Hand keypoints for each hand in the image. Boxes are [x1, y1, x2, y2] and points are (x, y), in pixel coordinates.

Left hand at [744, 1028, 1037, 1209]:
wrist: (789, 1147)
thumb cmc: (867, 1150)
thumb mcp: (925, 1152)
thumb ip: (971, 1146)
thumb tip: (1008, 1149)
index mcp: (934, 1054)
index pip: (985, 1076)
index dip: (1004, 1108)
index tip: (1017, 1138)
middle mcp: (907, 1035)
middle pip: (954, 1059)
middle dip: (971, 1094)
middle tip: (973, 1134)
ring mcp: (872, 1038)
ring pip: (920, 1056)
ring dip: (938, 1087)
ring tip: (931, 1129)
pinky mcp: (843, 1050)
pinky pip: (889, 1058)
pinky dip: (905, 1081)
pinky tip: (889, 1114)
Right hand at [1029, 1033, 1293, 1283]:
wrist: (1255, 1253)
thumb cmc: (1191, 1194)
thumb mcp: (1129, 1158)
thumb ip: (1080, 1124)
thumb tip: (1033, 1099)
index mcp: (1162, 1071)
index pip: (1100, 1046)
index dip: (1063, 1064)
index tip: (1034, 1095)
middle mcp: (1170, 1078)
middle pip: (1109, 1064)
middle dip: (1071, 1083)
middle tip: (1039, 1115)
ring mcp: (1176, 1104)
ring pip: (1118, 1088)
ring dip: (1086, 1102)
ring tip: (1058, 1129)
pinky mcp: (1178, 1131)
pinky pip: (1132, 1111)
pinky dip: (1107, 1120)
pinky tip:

GOAL OF THE EXERCISE: Make a precise copy of the records in their entirety.

COMPLETED TASK:
Hand keypoints for each hand in the image. Boxes are [x1, y1, x2, y2] and points are (x, y), in pixel coordinates.

Left hand at [744, 1028, 1037, 1209]:
wrist: (789, 1147)
thumb cmc: (867, 1150)
thumb mcp: (925, 1152)
thumb ip: (971, 1146)
thumb tip: (1008, 1149)
index mcp: (934, 1054)
index pip: (985, 1076)
index dip: (1004, 1108)
index tip: (1017, 1138)
middle mcp: (907, 1035)
middle pip: (954, 1059)
middle dip: (971, 1094)
middle tip: (973, 1134)
ring mcp: (872, 1038)
ring pip: (920, 1056)
ring dip: (938, 1087)
ring tip: (931, 1129)
pinky mcp: (843, 1050)
pinky pip: (889, 1058)
pinky dip: (905, 1081)
pinky tip: (889, 1114)
Right hand at [1029, 1033, 1293, 1283]:
wrist: (1255, 1253)
thumb cmc: (1191, 1194)
thumb mcp: (1129, 1158)
thumb ip: (1080, 1124)
thumb tip: (1033, 1099)
index mcp: (1162, 1071)
index pip: (1100, 1046)
index dip: (1063, 1064)
index tip: (1034, 1095)
middle mcp: (1170, 1078)
middle pip: (1109, 1064)
middle dip: (1071, 1083)
middle tip: (1039, 1115)
ring mcp: (1176, 1104)
ring pip: (1118, 1088)
ring dip: (1086, 1102)
ring tip: (1058, 1129)
pinky mcp: (1178, 1131)
pinky pip: (1132, 1111)
pinky dip: (1107, 1120)
pinky tip:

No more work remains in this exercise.